▶ [The task]
Copy all lines containing the string "roads" from the records below.

▶ [Records for processing]

* * * * *

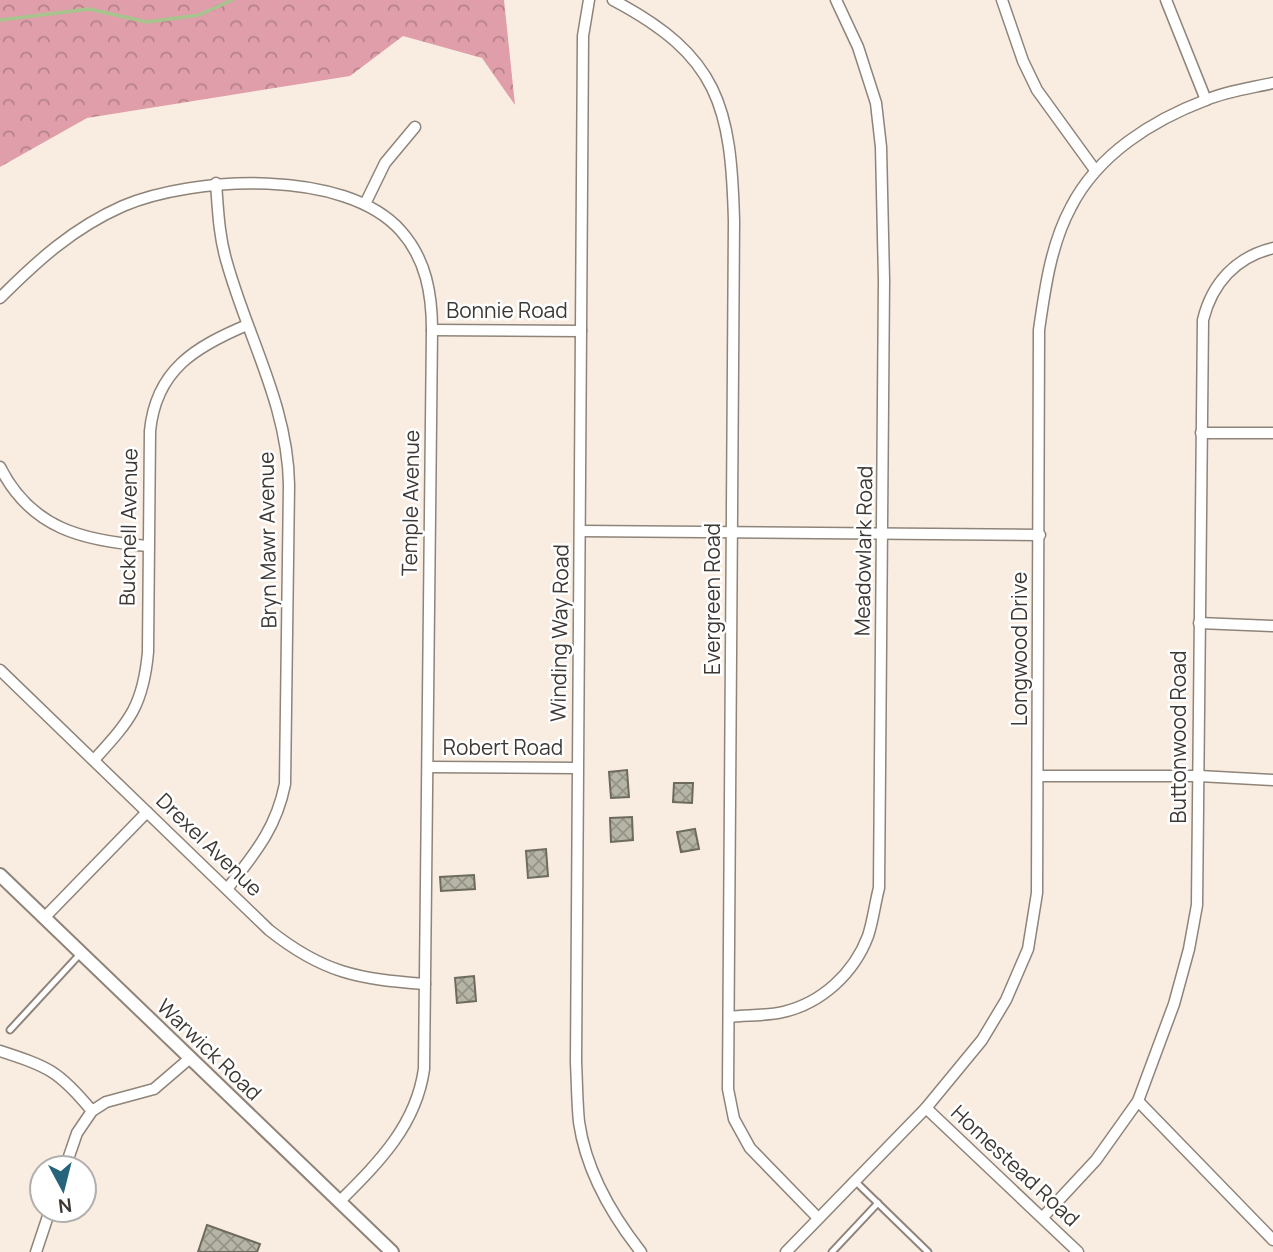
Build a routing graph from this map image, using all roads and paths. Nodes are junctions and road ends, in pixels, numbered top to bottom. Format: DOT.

* * * * *

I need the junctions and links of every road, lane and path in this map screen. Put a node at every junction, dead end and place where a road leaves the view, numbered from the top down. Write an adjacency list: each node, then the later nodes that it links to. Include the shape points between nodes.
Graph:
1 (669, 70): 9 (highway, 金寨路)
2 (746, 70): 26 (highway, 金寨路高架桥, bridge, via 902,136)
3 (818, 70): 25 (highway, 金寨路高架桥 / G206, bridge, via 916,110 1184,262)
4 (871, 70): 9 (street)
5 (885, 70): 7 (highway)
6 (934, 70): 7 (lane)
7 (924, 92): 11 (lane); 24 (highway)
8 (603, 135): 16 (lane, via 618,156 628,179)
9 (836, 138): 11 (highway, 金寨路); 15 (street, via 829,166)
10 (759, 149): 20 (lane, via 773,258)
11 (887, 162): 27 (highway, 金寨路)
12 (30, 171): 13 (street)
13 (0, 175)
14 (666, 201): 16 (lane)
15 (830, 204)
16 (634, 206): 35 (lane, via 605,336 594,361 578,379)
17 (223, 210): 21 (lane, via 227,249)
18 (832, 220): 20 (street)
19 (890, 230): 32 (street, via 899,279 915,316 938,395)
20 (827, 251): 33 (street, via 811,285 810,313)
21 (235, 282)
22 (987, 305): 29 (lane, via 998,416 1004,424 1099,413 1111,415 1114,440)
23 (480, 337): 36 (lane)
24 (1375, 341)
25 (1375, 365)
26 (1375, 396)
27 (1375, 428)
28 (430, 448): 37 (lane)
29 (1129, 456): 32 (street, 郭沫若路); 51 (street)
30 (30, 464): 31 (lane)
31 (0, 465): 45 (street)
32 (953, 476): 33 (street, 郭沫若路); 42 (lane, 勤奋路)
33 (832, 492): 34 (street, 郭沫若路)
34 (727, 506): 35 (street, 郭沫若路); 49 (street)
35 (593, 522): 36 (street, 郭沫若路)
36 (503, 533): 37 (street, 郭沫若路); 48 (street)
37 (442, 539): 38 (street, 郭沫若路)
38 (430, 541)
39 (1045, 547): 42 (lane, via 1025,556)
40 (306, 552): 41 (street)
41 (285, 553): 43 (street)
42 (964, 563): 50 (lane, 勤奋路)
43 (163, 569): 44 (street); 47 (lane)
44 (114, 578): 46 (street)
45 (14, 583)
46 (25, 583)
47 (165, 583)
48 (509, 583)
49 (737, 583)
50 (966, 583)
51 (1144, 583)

* * * * *

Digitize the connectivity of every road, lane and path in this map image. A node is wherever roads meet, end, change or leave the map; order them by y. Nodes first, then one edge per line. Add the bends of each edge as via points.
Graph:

* * * * *

▶ [Answer for the task]
Build a routing graph from this map image, using all roads and paths. Nodes are junctions and road ends, in pixels, numbered top to bottom. Format: DOT.
Digitize the connectivity of every road, lane and path in this map image. A node is wherever roads meet, end, change or leave the map; order them by y. Nodes first, then one edge per line. Add the bends of each edge as via points.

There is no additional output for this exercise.